(Exercise details) An exact, complete copy of the entries below is required, minus any pictures.

(Data section)
- - -
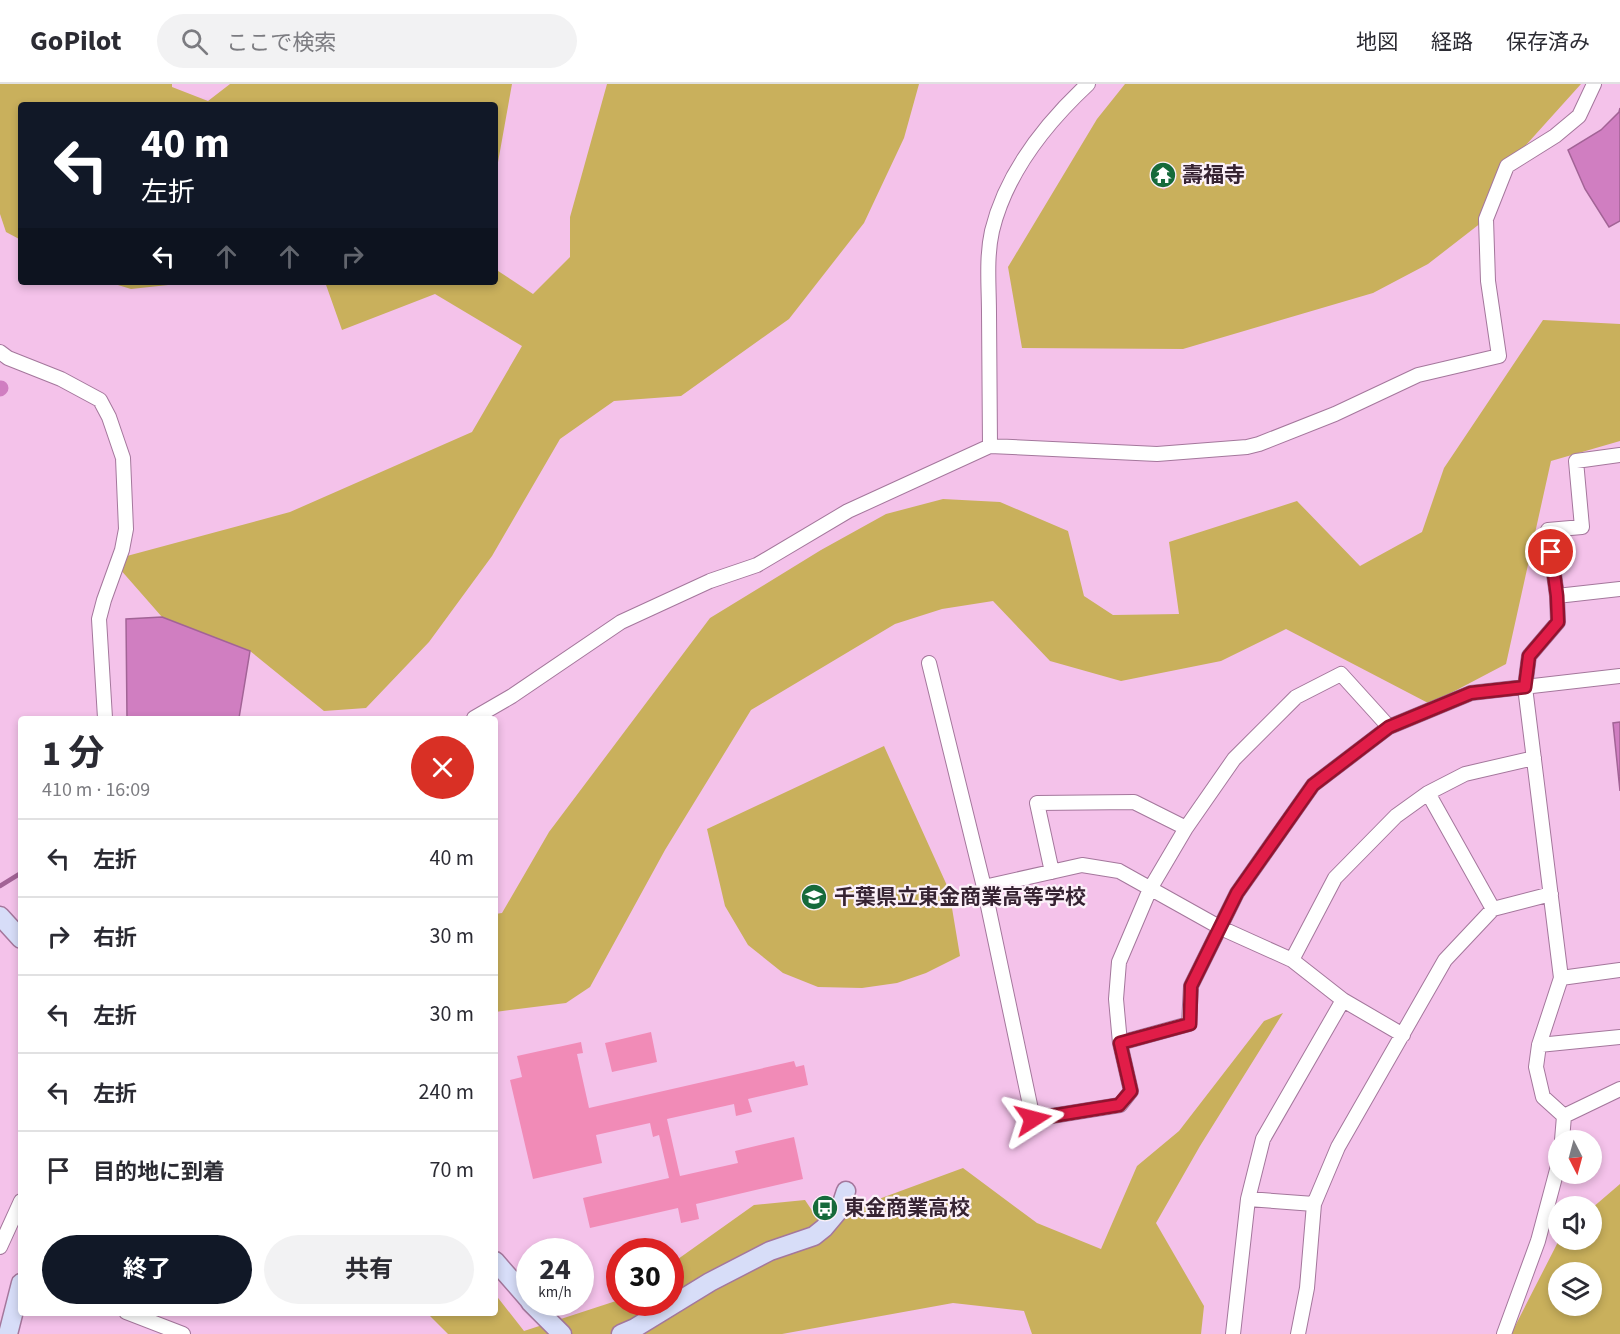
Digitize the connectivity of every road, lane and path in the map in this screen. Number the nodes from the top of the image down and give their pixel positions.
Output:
1 (1088, 84) edge
2 (1594, 84) edge
3 (0, 352) edge
4 (990, 446) junction
5 (1620, 455) edge
6 (1620, 589) edge
7 (1557, 596) junction
8 (929, 663) dead end
9 (1620, 676) edge
10 (1525, 687) junction
11 (105, 716) edge
12 (477, 716) edge
13 (1389, 727) junction
14 (1534, 758) junction
15 (1428, 793) junction
16 (1186, 828) junction
17 (1052, 872) junction
18 (984, 887) junction
19 (1150, 889) junction
20 (1551, 894) junction
21 (1493, 909) junction
22 (0, 916) edge
23 (1221, 928) junction
24 (18, 936) edge
25 (1292, 960) junction
26 (1620, 970) edge
27 (1562, 978) junction
28 (1343, 1000) junction
29 (1402, 1035) junction
30 (1620, 1037) edge
31 (1120, 1043) junction
32 (1539, 1045) junction
33 (1620, 1089) edge
34 (1564, 1116) junction
35 (1563, 1130) edge
36 (1553, 1184) edge
37 (846, 1191) dead end
38 (1248, 1199) junction
39 (1314, 1204) junction
40 (18, 1207) edge
41 (0, 1246) edge
42 (498, 1265) edge
43 (516, 1286) edge
44 (18, 1295) edge
45 (136, 1316) edge
46 (544, 1316) edge
47 (8, 1334) edge
48 (183, 1334) edge
49 (562, 1334) edge
50 (621, 1334) edge
51 (1233, 1334) edge
52 (1298, 1334) edge
53 (1504, 1334) edge

1 - 4 street
2 - 4 street
3 - 11 street
4 - 12 street
5 - 7 street
6 - 7 street
7 - 10 street
8 - 18 street
9 - 10 street
10 - 13 street
10 - 14 street
13 - 16 street
13 - 23 street
14 - 15 street
14 - 20 street
15 - 21 street
15 - 25 street
16 - 17 street
16 - 19 street
17 - 18 street
17 - 19 street
18 - 31 street
19 - 23 street
19 - 31 street
20 - 21 street
20 - 27 street
21 - 29 street
22 - 24 street
23 - 25 street
23 - 31 street
25 - 28 street
26 - 27 street
27 - 32 street
28 - 29 street
28 - 38 street
29 - 39 street
30 - 32 street
32 - 34 street
33 - 34 street
34 - 35 street
36 - 53 street
37 - 50 street
38 - 39 street
38 - 51 street
39 - 52 street
40 - 41 street
42 - 43 street
44 - 47 street
45 - 48 street
46 - 49 street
- - -
(Answer to the problem)
Digitize the connectivity of every road, lane and path in the map in this screen. Number the nodes from the top of the image down and give their pixel positions.
Output:
1 (1088, 84) edge
2 (1594, 84) edge
3 (0, 352) edge
4 (990, 446) junction
5 (1620, 455) edge
6 (1620, 589) edge
7 (1557, 596) junction
8 (929, 663) dead end
9 (1620, 676) edge
10 (1525, 687) junction
11 (105, 716) edge
12 (477, 716) edge
13 (1389, 727) junction
14 (1534, 758) junction
15 (1428, 793) junction
16 (1186, 828) junction
17 (1052, 872) junction
18 (984, 887) junction
19 (1150, 889) junction
20 (1551, 894) junction
21 (1493, 909) junction
22 (0, 916) edge
23 (1221, 928) junction
24 (18, 936) edge
25 (1292, 960) junction
26 (1620, 970) edge
27 (1562, 978) junction
28 (1343, 1000) junction
29 (1402, 1035) junction
30 (1620, 1037) edge
31 (1120, 1043) junction
32 (1539, 1045) junction
33 (1620, 1089) edge
34 (1564, 1116) junction
35 (1563, 1130) edge
36 (1553, 1184) edge
37 (846, 1191) dead end
38 (1248, 1199) junction
39 (1314, 1204) junction
40 (18, 1207) edge
41 (0, 1246) edge
42 (498, 1265) edge
43 (516, 1286) edge
44 (18, 1295) edge
45 (136, 1316) edge
46 (544, 1316) edge
47 (8, 1334) edge
48 (183, 1334) edge
49 (562, 1334) edge
50 (621, 1334) edge
51 (1233, 1334) edge
52 (1298, 1334) edge
53 (1504, 1334) edge

1 - 4 street
2 - 4 street
3 - 11 street
4 - 12 street
5 - 7 street
6 - 7 street
7 - 10 street
8 - 18 street
9 - 10 street
10 - 13 street
10 - 14 street
13 - 16 street
13 - 23 street
14 - 15 street
14 - 20 street
15 - 21 street
15 - 25 street
16 - 17 street
16 - 19 street
17 - 18 street
17 - 19 street
18 - 31 street
19 - 23 street
19 - 31 street
20 - 21 street
20 - 27 street
21 - 29 street
22 - 24 street
23 - 25 street
23 - 31 street
25 - 28 street
26 - 27 street
27 - 32 street
28 - 29 street
28 - 38 street
29 - 39 street
30 - 32 street
32 - 34 street
33 - 34 street
34 - 35 street
36 - 53 street
37 - 50 street
38 - 39 street
38 - 51 street
39 - 52 street
40 - 41 street
42 - 43 street
44 - 47 street
45 - 48 street
46 - 49 street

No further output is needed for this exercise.